# [Task details]
Using the listing that follows, filter out every line lacking the string "lists" and return the rest.

# [Records provided]

- Opening Delimiter -

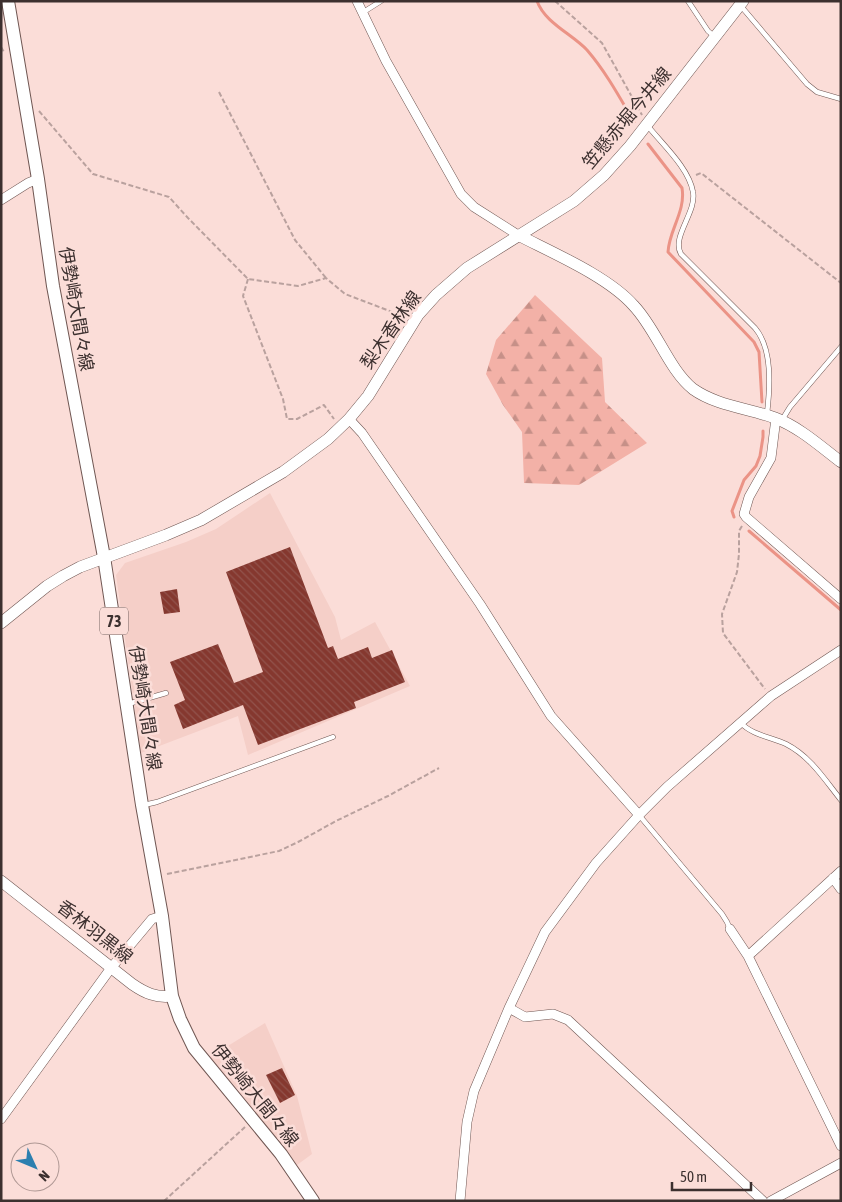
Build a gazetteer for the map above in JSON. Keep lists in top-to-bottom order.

- Closing Delimiter -
- Opening Delimiter -

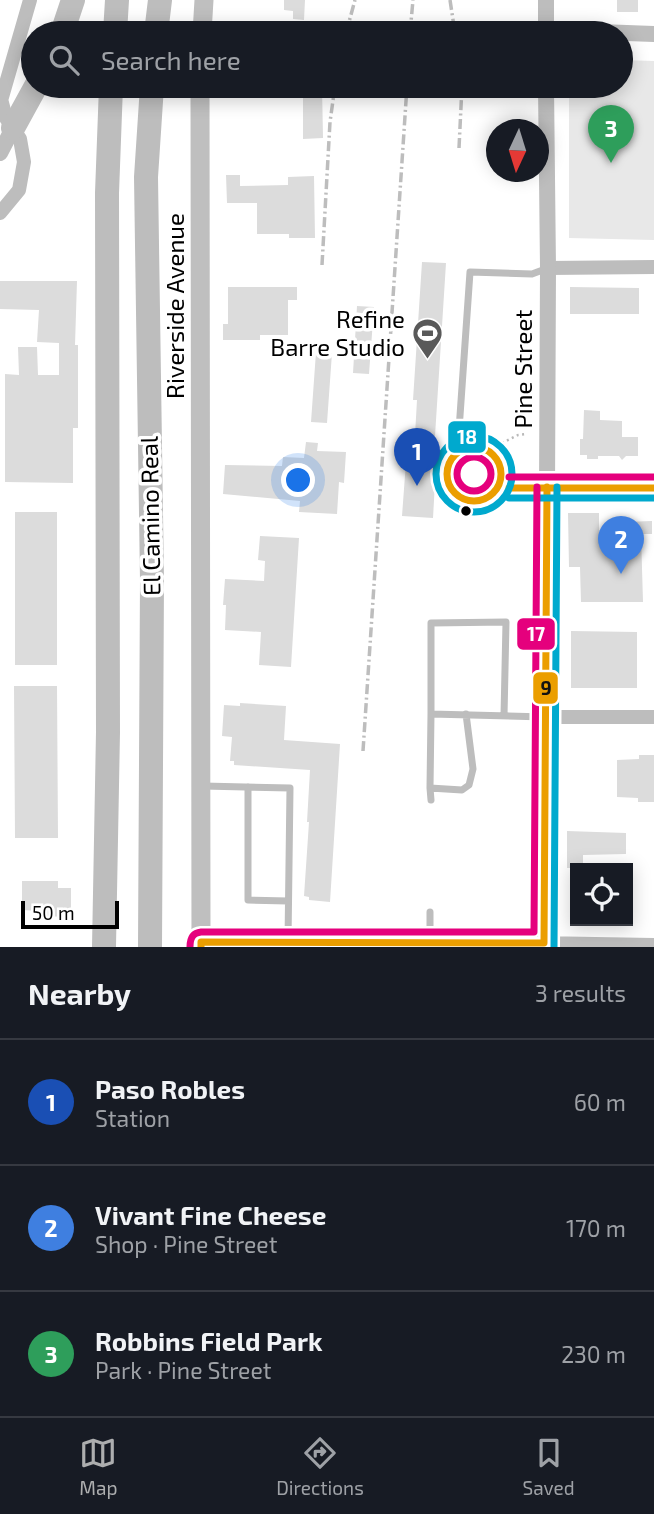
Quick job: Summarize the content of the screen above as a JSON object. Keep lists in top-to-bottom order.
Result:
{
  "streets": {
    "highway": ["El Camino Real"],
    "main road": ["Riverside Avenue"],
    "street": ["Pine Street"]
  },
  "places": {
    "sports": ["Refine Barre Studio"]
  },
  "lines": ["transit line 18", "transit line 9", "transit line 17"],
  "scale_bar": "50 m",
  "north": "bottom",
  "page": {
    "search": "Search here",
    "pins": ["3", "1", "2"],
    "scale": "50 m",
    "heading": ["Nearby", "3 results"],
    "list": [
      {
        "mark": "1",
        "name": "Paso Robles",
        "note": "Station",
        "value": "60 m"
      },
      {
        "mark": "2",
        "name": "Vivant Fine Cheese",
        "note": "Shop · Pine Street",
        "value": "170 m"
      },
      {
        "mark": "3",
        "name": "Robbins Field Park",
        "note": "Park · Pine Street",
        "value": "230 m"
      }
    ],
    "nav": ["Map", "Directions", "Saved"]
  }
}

- Closing Delimiter -

# [Response to the task]
Build a gazetteer for the map above in JSON. Keep lists in top-to-bottom order.
Quick job: Summarize the content of the screen above as a JSON object. Keep lists in top-to-bottom order.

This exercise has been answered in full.